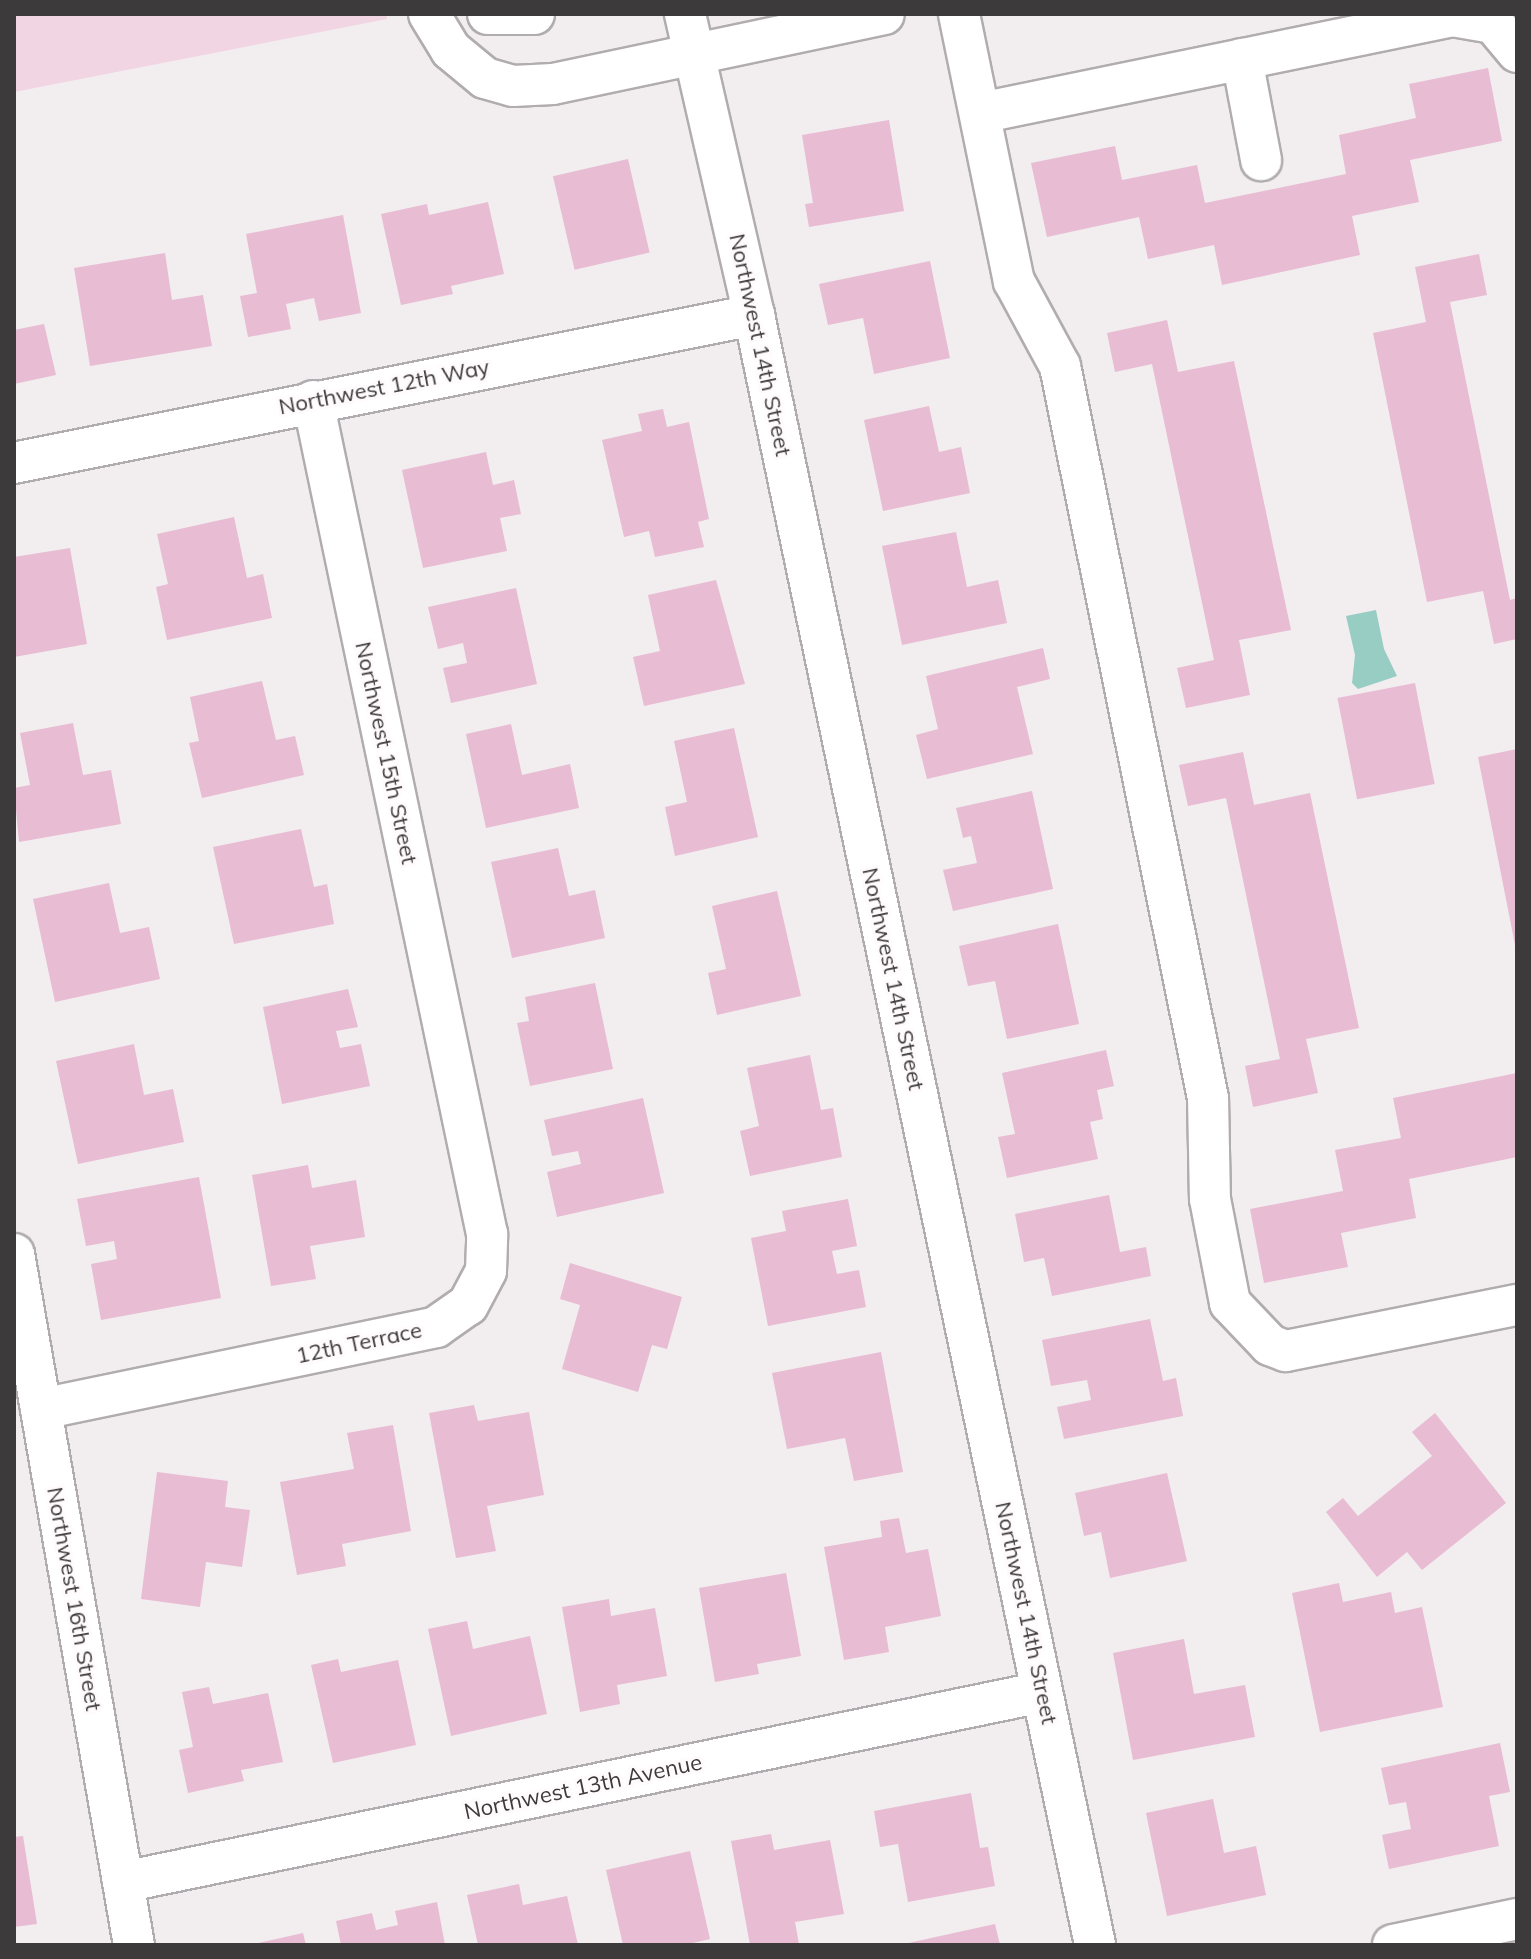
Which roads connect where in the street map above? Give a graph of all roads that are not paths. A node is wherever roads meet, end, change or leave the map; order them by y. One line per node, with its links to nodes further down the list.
1 (429, 14): 8 (street)
2 (488, 14): 3 (street)
3 (534, 14)
4 (685, 14): 8 (street, Northwest 14th Street)
5 (884, 14): 8 (street)
6 (959, 14): 10 (street)
7 (1517, 52): 9 (street)
8 (695, 54): 12 (street, Northwest 14th Street)
9 (1242, 59): 10 (street); 11 (street)
10 (980, 113): 17 (street)
11 (1261, 160)
12 (754, 315): 13 (street, Northwest 12th Way); 19 (street, Northwest 14th Street)
13 (313, 401): 14 (street, Northwest 12th Way); 15 (street, Northwest 15th Street)
14 (14, 463)
15 (460, 1105): 18 (street, 12th Terrace)
16 (14, 1254): 18 (street, Northwest 16th Street)
17 (1517, 1305)
18 (41, 1409): 20 (street, Northwest 16th Street)
19 (1042, 1692): 20 (street, Northwest 13th Avenue); 23 (street, Northwest 14th Street)
20 (123, 1882): 22 (street, Northwest 16th Street)
21 (1517, 1919): 24 (street)
22 (134, 1945)
23 (1095, 1945)
24 (1393, 1945)

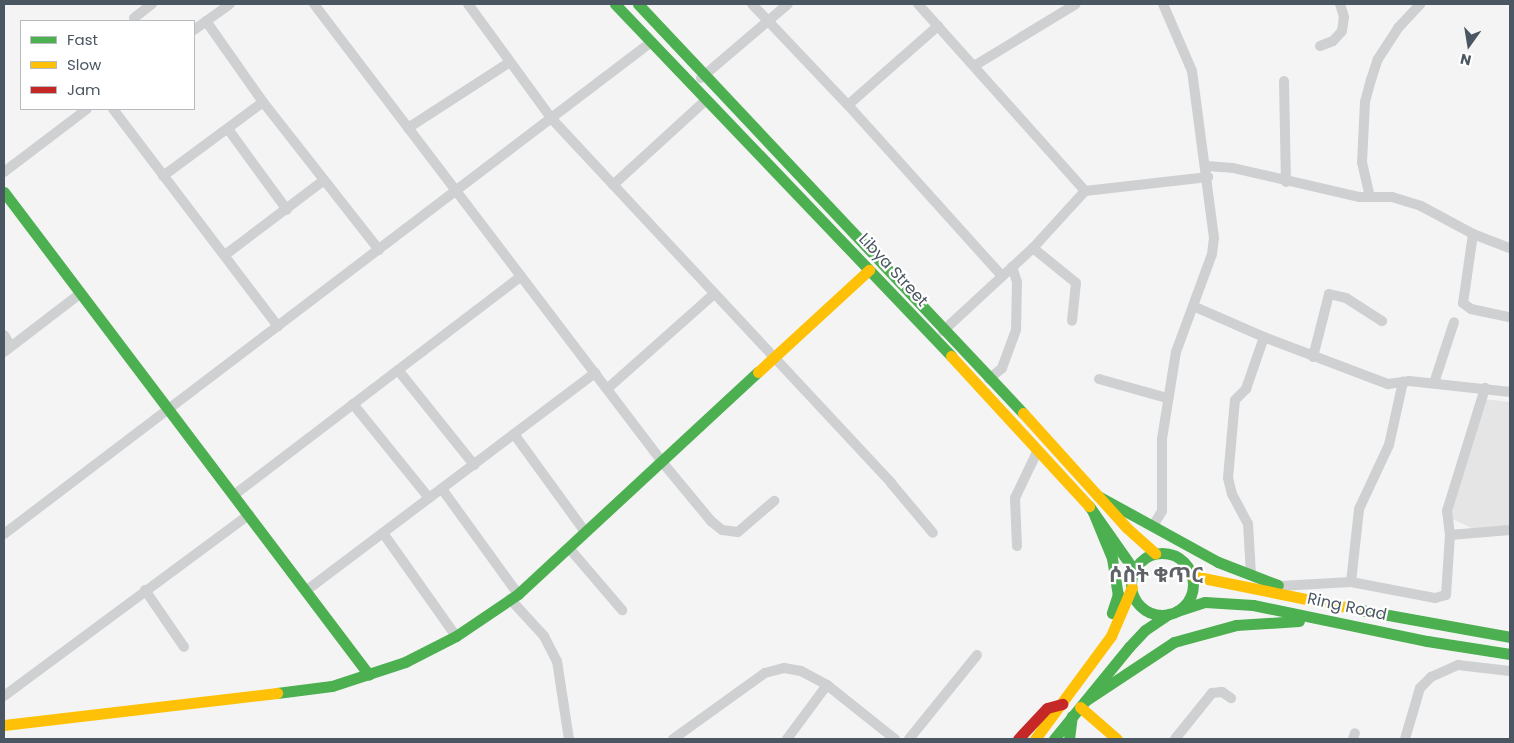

Aim of the task
Every entry above should be duplicated exactly. Do not include the images.

Answer section
Which roads connect where in the street map above? Give a graph of all roads that are not paths. A node is wherever roads meet, end, change or leave the map; order them by y. One line per node, with its links to nodes further down the list.
1 (429, 14): 8 (street)
2 (488, 14): 3 (street)
3 (534, 14)
4 (685, 14): 8 (street, Northwest 14th Street)
5 (884, 14): 8 (street)
6 (959, 14): 10 (street)
7 (1517, 52): 9 (street)
8 (695, 54): 12 (street, Northwest 14th Street)
9 (1242, 59): 10 (street); 11 (street)
10 (980, 113): 17 (street)
11 (1261, 160)
12 (754, 315): 13 (street, Northwest 12th Way); 19 (street, Northwest 14th Street)
13 (313, 401): 14 (street, Northwest 12th Way); 15 (street, Northwest 15th Street)
14 (14, 463)
15 (460, 1105): 18 (street, 12th Terrace)
16 (14, 1254): 18 (street, Northwest 16th Street)
17 (1517, 1305)
18 (41, 1409): 20 (street, Northwest 16th Street)
19 (1042, 1692): 20 (street, Northwest 13th Avenue); 23 (street, Northwest 14th Street)
20 (123, 1882): 22 (street, Northwest 16th Street)
21 (1517, 1919): 24 (street)
22 (134, 1945)
23 (1095, 1945)
24 (1393, 1945)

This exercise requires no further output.